Two things come to mind:

>Heat- In my old Dell (now gutted) the Power Supply fan died, causing it to heat up and randomly lock up. This is what I'm betting on with the description of the problem. It would take some time for it to heat up, then it would most likely stop responding or behave incredibly slow. Try downloading and installing Speedfan and post back the temperatures that it reads after being on for a little while. I think your HP should be new enough to have sensors.

>Hard Disk- Could be that, but I'm not as apt to think it is. The hard drive manufacturer should have a download of a testing utility. If you don't know the manufacturer of the hard drive

(A) open the cover and look for it, on a lot of HPs it's usually at the front of the case. The label should say the manufacturer on it (Maxtor, Seagate, Western Digital, etc.)_

(B) if you are uncomfortable with removing the cover, download Everest It should be listed in there.

Once we know the hard disk manufacturer, we should be able to locate their testing/diagonstics utility.

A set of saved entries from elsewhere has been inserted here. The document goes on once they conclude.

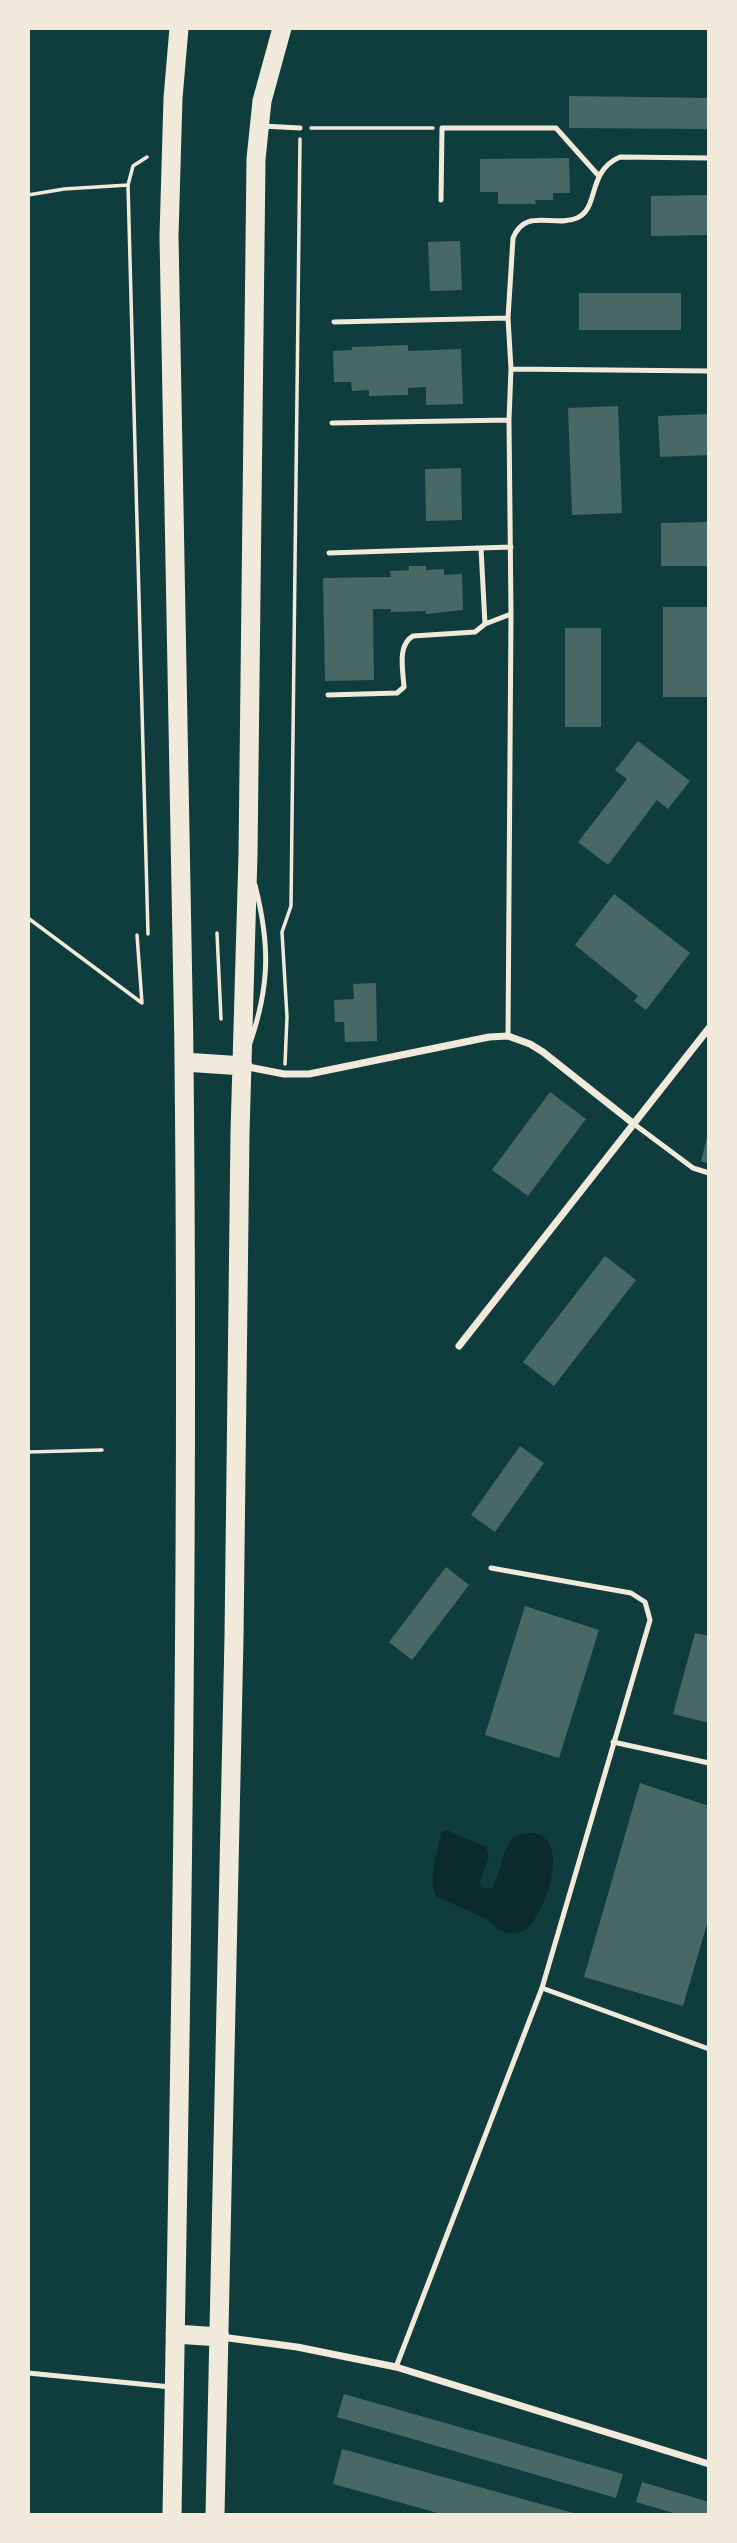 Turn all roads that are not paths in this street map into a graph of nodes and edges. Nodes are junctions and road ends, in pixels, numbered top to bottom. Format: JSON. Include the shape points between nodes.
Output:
{"nodes":[{"id":1,"x":179,"y":28,"type":"edge"},
{"id":2,"x":282,"y":28,"type":"edge"},
{"id":3,"x":259,"y":126,"type":"junction"},
{"id":4,"x":300,"y":128,"type":"road end"},
{"id":5,"x":709,"y":158,"type":"edge"},
{"id":6,"x":598,"y":174,"type":"junction"},
{"id":7,"x":441,"y":200,"type":"dead end"},
{"id":8,"x":508,"y":318,"type":"junction"},
{"id":9,"x":334,"y":322,"type":"dead end"},
{"id":10,"x":511,"y":369,"type":"junction"},
{"id":11,"x":709,"y":371,"type":"edge"},
{"id":12,"x":509,"y":420,"type":"junction"},
{"id":13,"x":331,"y":423,"type":"dead end"},
{"id":14,"x":510,"y":547,"type":"junction"},
{"id":15,"x":481,"y":548,"type":"junction"},
{"id":16,"x":330,"y":553,"type":"dead end"},
{"id":17,"x":512,"y":614,"type":"junction"},
{"id":18,"x":485,"y":624,"type":"junction"},
{"id":19,"x":328,"y":695,"type":"dead end"},
{"id":20,"x":709,"y":1028,"type":"edge"},
{"id":21,"x":508,"y":1036,"type":"junction"},
{"id":22,"x":184,"y":1062,"type":"junction"},
{"id":23,"x":243,"y":1066,"type":"junction"},
{"id":24,"x":634,"y":1124,"type":"junction"},
{"id":25,"x":709,"y":1173,"type":"edge"},
{"id":26,"x":460,"y":1346,"type":"dead end"},
{"id":27,"x":491,"y":1568,"type":"dead end"},
{"id":28,"x":613,"y":1742,"type":"junction"},
{"id":29,"x":709,"y":1763,"type":"edge"},
{"id":30,"x":542,"y":1988,"type":"junction"},
{"id":31,"x":709,"y":2049,"type":"edge"},
{"id":32,"x":175,"y":2334,"type":"junction"},
{"id":33,"x":220,"y":2337,"type":"junction"},
{"id":34,"x":396,"y":2367,"type":"junction"},
{"id":35,"x":28,"y":2373,"type":"edge"},
{"id":36,"x":174,"y":2387,"type":"junction"},
{"id":37,"x":709,"y":2464,"type":"edge"},
{"id":38,"x":172,"y":2515,"type":"edge"},
{"id":39,"x":215,"y":2515,"type":"edge"}],
"edges":[{"from":1,"to":22,"type":"highway","via":[[169,236]]},
{"from":2,"to":3,"type":"highway"},
{"from":3,"to":4,"type":"lane"},
{"from":3,"to":23,"type":"highway"},
{"from":5,"to":6,"type":"lane","via":[[620,157]]},
{"from":6,"to":7,"type":"lane","via":[[556,128],[442,128]]},
{"from":6,"to":8,"type":"lane","via":[[586,212],[577,218],[527,221],[517,227]]},
{"from":8,"to":9,"type":"lane"},
{"from":8,"to":10,"type":"lane"},
{"from":10,"to":11,"type":"lane"},
{"from":10,"to":12,"type":"lane"},
{"from":12,"to":13,"type":"lane"},
{"from":12,"to":14,"type":"lane"},
{"from":14,"to":15,"type":"lane"},
{"from":14,"to":17,"type":"lane"},
{"from":15,"to":16,"type":"lane"},
{"from":15,"to":18,"type":"lane"},
{"from":17,"to":18,"type":"lane"},
{"from":17,"to":21,"type":"lane"},
{"from":18,"to":19,"type":"lane","via":[[475,632],[405,640],[404,687],[397,693]]},
{"from":20,"to":24,"type":"street"},
{"from":21,"to":23,"type":"street","via":[[477,1038],[325,1071],[284,1074]]},
{"from":21,"to":24,"type":"street","via":[[543,1052]]},
{"from":22,"to":23,"type":"highway"},
{"from":22,"to":32,"type":"highway","via":[[182,1919]]},
{"from":23,"to":33,"type":"highway"},
{"from":24,"to":25,"type":"lane","via":[[693,1168]]},
{"from":24,"to":26,"type":"street"},
{"from":27,"to":28,"type":"lane","via":[[631,1593],[645,1602],[650,1620]]},
{"from":28,"to":29,"type":"lane"},
{"from":28,"to":30,"type":"lane"},
{"from":30,"to":31,"type":"lane"},
{"from":30,"to":34,"type":"lane"},
{"from":32,"to":33,"type":"highway"},
{"from":32,"to":36,"type":"highway"},
{"from":33,"to":34,"type":"street"},
{"from":33,"to":39,"type":"highway"},
{"from":34,"to":37,"type":"street"},
{"from":35,"to":36,"type":"lane"},
{"from":36,"to":38,"type":"highway"}]} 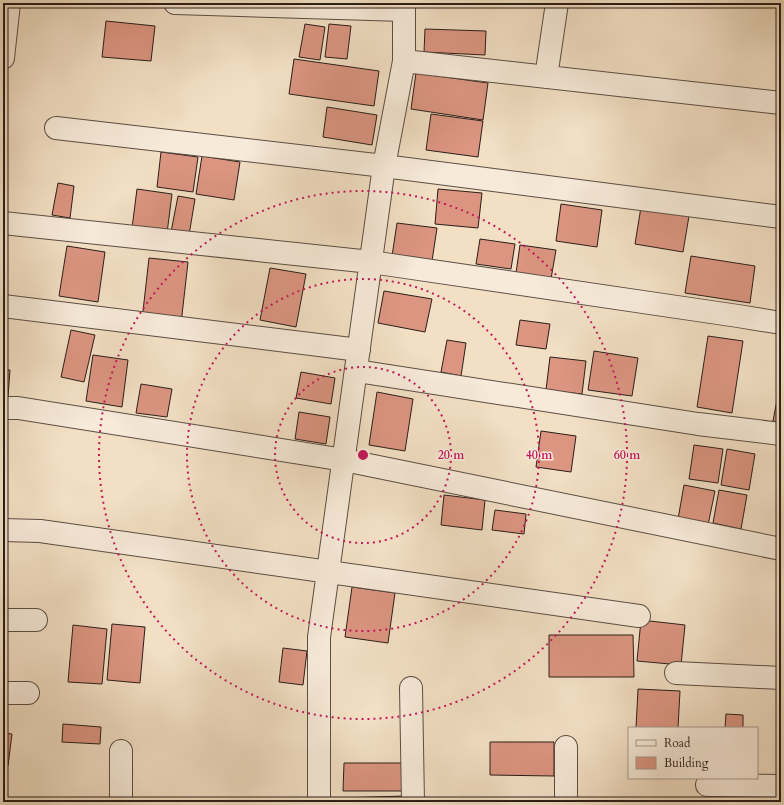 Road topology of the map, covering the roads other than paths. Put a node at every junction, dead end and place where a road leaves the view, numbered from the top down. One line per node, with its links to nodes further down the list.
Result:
1 (8, 3): 5 (street)
2 (175, 3): 4 (street)
3 (557, 3): 7 (street)
4 (404, 6): 6 (street)
5 (3, 58)
6 (404, 61): 7 (street); 10 (street)
7 (546, 77): 8 (street)
8 (781, 103)
9 (56, 128): 10 (street)
10 (384, 166): 11 (street); 13 (street)
11 (781, 217)
12 (3, 223): 13 (street)
13 (371, 262): 15 (street); 16 (street)
14 (3, 306): 16 (street)
15 (781, 323)
16 (359, 350): 17 (street)
17 (357, 371): 19 (street); 20 (street)
18 (3, 408): 20 (street)
19 (781, 434)
20 (344, 460): 22 (street); 23 (street)
21 (3, 530): 23 (street)
22 (781, 549)
23 (328, 572): 24 (street); 37 (street)
24 (639, 616)
25 (3, 620): 26 (street)
26 (36, 620)
27 (676, 673): 28 (street)
28 (781, 678)
29 (411, 688): 38 (street)
30 (3, 693): 31 (street)
31 (28, 693)
32 (566, 747): 39 (street)
33 (121, 751): 36 (street)
34 (707, 785): 35 (street)
35 (781, 786)
36 (121, 802)
37 (319, 802)
38 (413, 802)
39 (566, 802) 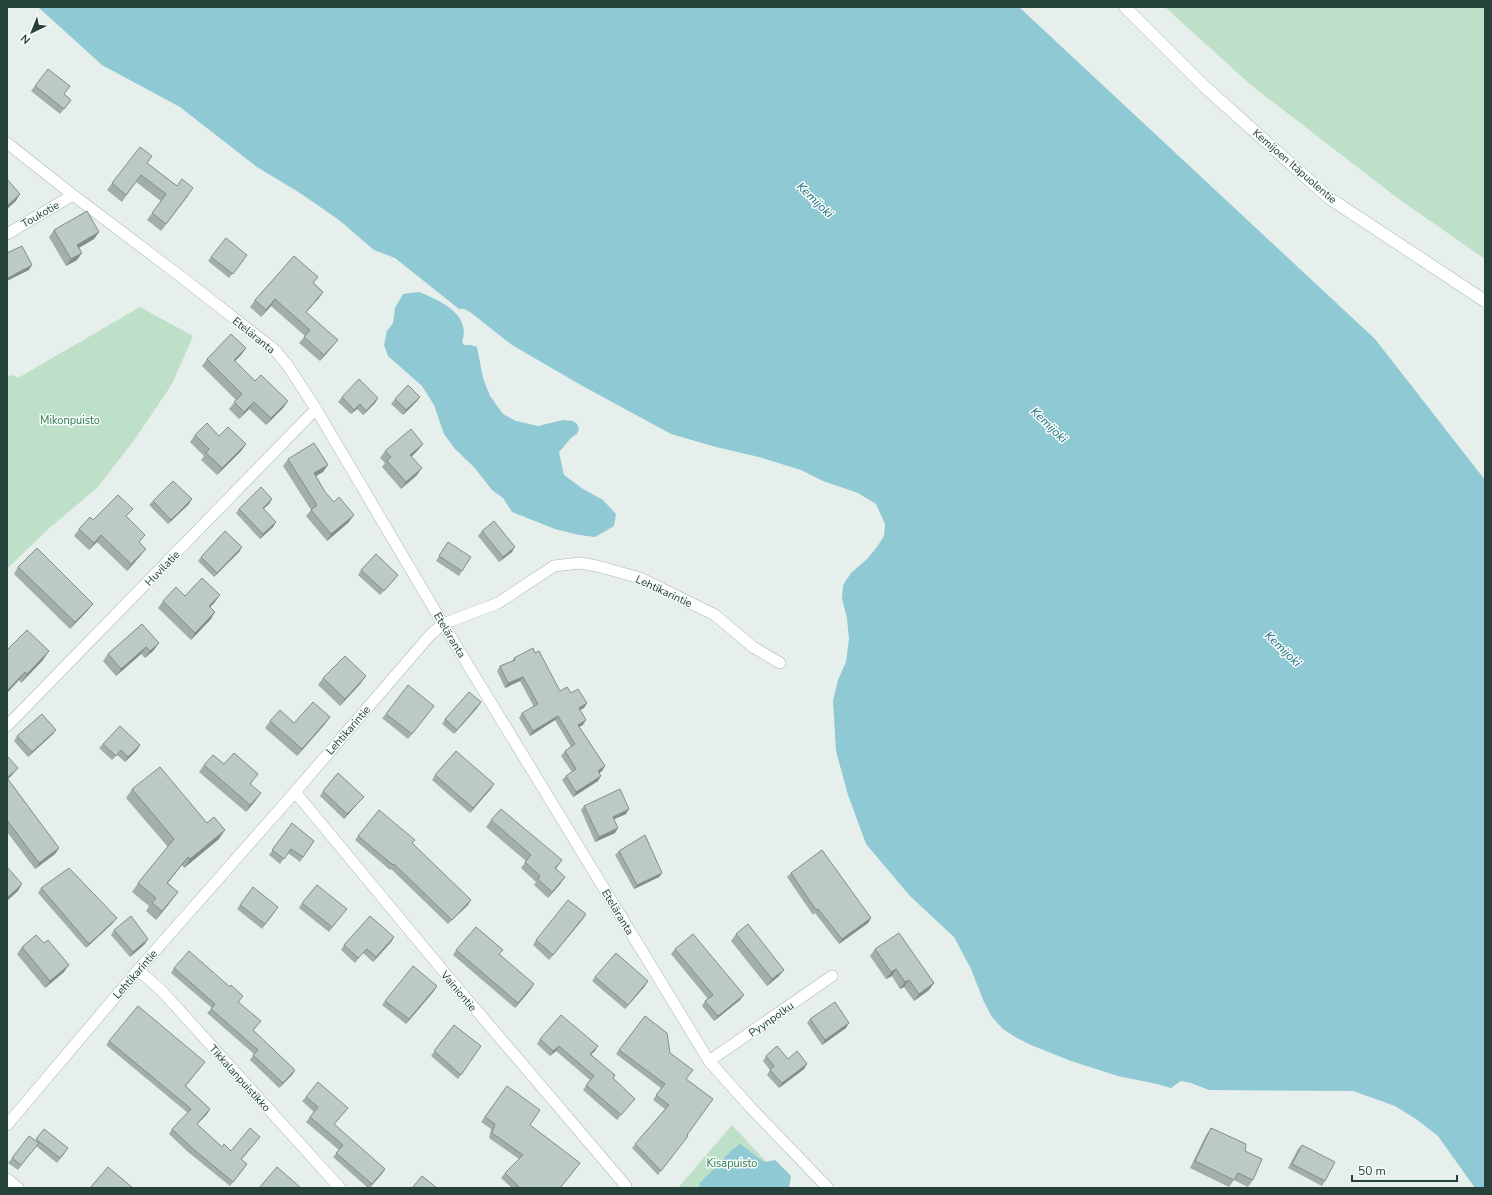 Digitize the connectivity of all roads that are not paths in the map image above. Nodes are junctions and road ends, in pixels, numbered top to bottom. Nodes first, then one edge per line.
1 (1125, 7) edge
2 (7, 143) edge
3 (73, 195) junction
4 (7, 234) edge
5 (1485, 301) edge
6 (316, 409) junction
7 (443, 624) junction
8 (780, 663) dead end
9 (7, 726) edge
10 (295, 792) junction
11 (138, 970) junction
12 (832, 976) dead end
13 (709, 1061) junction
14 (7, 1125) edge
15 (7, 1179) edge
16 (626, 1186) dead end
17 (18, 1188) edge
18 (340, 1188) edge
19 (828, 1188) edge

1 - 5 main road, Kemijoen Itäpuolentie
2 - 3 street, Eteläranta
3 - 4 street, Toukotie
3 - 6 street, Eteläranta
6 - 7 street, Eteläranta
6 - 9 street, Huvilatie
7 - 8 street, Lehtikarintie
7 - 10 street, Lehtikarintie
7 - 13 street, Eteläranta
10 - 11 street, Lehtikarintie
10 - 16 street, Vainiontie
11 - 14 street, Lehtikarintie
11 - 18 street, Tikkalanpuistikko
12 - 13 street, Pyynpolku
13 - 19 street, Eteläranta
15 - 17 street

EDIT- Oops, I was looking at your specs icon, not the post.


----------



## stingraysp22 (Mar 27, 2004)

yes sorry...I have have two computers, one for school and one for home. My school one is the one listed under specs, and my home one is the one giving me problems...I'll get back to you shortly once I try your suggestions


----------



## jp1203 (Jul 21, 2005)

nah-it's my fault. I skimmed too fast and don't comprehend very well, so I just went up to the specs instead of rereading like I should have.


----------



## stingraysp22 (Mar 27, 2004)

I'm not quite sure exactly what the temps refer to specifically, but they read as follows:
Temp 1: between 22.8 and 23.4
Temp 2: between 21.4 and 22.0
Temp 3: between 19.6 and 20.2
(all in celcius, of course)
Side note: It also shows that I have two fans, each being 4383 RPM and 2163 RPM, respectively.
Also on the bottom of the program it lists the following, which I don't know what it means:
Core: 0.01V
+3.3 V: 3.41V
+5V: 3.21V
+12V: 7.77V

Hope you know what these mean more than me, thanks.


----------



## jp1203 (Jul 21, 2005)

That's running extremely cool! Can't be heat with those temperatures-the highest one doesn't even convert out to 80 F.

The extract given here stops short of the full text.